Source data below:

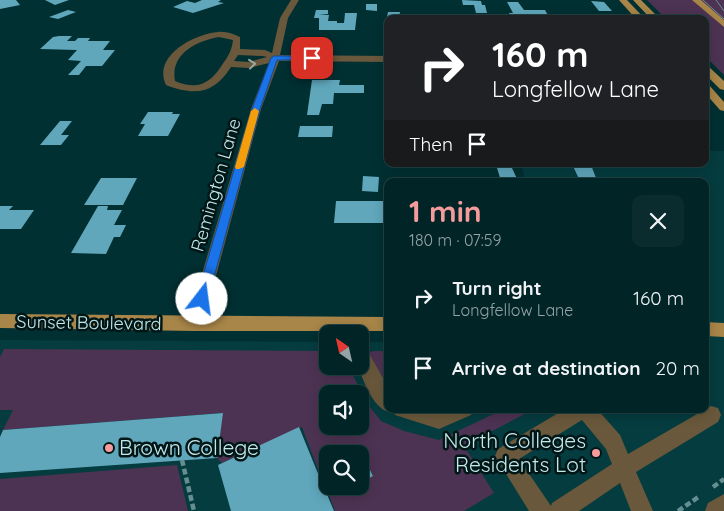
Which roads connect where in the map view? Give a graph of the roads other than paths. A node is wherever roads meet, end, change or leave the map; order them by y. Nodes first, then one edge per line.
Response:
1 (295, 0) edge
2 (623, 0) edge
3 (637, 0) edge
4 (696, 0) edge
5 (637, 15) edge
6 (652, 15) edge
7 (724, 24) edge
8 (235, 52) junction
9 (274, 58) junction
10 (384, 59) edge
11 (228, 64) junction
12 (709, 72) edge
13 (724, 87) edge
14 (709, 91) edge
15 (724, 108) edge
16 (0, 321) edge
17 (195, 324) junction
18 (384, 325) edge
19 (369, 326) edge
20 (319, 328) edge
21 (709, 329) edge
22 (724, 330) edge
23 (369, 372) edge
24 (384, 397) edge
25 (415, 413) edge
26 (455, 413) edge
27 (577, 413) edge
28 (588, 413) edge
29 (711, 415) dead end
30 (624, 468) junction
31 (724, 505) edge
32 (542, 511) edge
33 (560, 511) edge
34 (642, 511) edge
35 (716, 511) edge

1 - 9 street, Remington Lane
2 - 5 main road
3 - 6 main road
4 - 7 main road
8 - 9 street
8 - 11 street
8 - 11 street
9 - 10 street
11 -> 9 street
9 - 17 street, Remington Lane
12 - 13 main road
14 - 15 main road
16 - 17 main road, Sunset Boulevard
17 - 20 main road, Sunset Boulevard
18 - 19 main road, Sunset Boulevard
21 - 22 main road
23 - 24 street
25 - 26 street
27 - 32 street
28 - 30 street
29 - 30 street
30 - 33 street
30 - 34 street
31 - 35 street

End of Source data.

*What the task requires:* Scan the records above for lines with the word "main". Then report how many there are, as a bare number.

*Response to the task:* 9